As far as the other markets for faster computers, they can always revert back to the proprietary platforms and operating systems. Intel as well as others would be happy to enter this market if their PC desktop channels dry up.
If consumers stop adopting new hardware and software, then the entire economy which has been building up around the tech industries over the last 10 - 20 years will completely collapse. I hope Joel can sleep at night.
State of the Market in 2005
So what is my prediction for where the average consumer will be come 2005 in Joel Klein's world of two Microsoft's? Well, Corel is dead. Netscape will still be hanging on but their browser will be dead. AOL - the owner of Netscape -- is still around and still licensing Internet Explorer because, as they said way back in 1999, it's the better browser.
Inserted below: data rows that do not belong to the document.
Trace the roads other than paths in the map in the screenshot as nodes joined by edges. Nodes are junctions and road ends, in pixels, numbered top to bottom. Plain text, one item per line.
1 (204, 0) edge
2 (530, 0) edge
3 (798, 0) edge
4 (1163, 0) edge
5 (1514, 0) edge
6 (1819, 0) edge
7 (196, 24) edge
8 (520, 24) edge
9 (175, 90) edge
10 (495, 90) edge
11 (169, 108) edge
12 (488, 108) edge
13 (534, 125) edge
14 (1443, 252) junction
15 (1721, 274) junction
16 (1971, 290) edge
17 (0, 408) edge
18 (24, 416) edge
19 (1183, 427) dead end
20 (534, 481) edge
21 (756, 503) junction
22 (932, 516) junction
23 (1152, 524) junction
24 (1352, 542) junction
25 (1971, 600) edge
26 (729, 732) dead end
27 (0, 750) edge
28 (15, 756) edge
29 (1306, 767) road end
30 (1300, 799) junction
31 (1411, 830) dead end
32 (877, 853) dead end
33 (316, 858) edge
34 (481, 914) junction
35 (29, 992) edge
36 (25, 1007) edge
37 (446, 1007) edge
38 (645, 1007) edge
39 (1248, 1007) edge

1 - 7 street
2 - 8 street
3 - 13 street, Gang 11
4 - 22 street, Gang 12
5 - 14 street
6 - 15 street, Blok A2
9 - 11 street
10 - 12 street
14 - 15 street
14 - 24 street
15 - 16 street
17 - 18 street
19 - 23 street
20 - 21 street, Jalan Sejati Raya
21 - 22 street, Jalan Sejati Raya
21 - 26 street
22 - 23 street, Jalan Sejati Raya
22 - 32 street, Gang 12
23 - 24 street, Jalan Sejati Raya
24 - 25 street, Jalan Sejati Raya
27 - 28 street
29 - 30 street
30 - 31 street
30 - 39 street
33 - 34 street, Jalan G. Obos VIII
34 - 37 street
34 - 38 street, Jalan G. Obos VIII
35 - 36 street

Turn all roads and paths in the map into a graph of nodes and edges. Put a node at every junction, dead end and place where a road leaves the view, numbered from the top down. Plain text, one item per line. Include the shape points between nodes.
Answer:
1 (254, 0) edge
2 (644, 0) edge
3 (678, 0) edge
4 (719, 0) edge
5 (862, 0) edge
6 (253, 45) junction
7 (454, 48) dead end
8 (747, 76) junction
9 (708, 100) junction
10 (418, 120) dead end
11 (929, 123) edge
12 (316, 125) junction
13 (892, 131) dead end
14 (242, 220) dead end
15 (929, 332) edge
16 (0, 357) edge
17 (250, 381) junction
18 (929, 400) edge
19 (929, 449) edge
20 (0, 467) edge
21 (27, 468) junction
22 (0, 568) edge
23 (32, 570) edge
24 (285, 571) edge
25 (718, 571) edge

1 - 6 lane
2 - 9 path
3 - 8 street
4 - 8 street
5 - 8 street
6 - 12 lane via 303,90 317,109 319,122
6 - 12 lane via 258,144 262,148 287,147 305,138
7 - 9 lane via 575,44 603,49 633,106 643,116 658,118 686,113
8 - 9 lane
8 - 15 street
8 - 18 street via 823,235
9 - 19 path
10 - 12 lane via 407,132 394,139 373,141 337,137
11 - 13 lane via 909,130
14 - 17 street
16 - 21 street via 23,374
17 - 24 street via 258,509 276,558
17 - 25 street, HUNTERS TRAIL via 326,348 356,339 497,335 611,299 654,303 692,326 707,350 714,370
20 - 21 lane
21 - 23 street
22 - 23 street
Linux has gained approximately 50% of the Server market, but never caught on as a workstation environment and Windows by the "Microsoft OS" company is thriving. Most of its users are running Office from "Microsoft Apps" and everyone is browsing the Internet using Internet Explorer. To top it all off, we're paying MORE for the privilege of doing so! Thanks Joel! I can see the benefits already. Lastly, we're only a few years away from Microsoft being able to reunite the two companies back into one (the judge placed a 10 year moratorium on the companies reuniting).
The good news in 2005? Apple is still around and owners of approximately 25% of the computer market. OS XII has been released on the Intel and Power PC's platform and consumers finally have an alternative and viable operating system to choose from.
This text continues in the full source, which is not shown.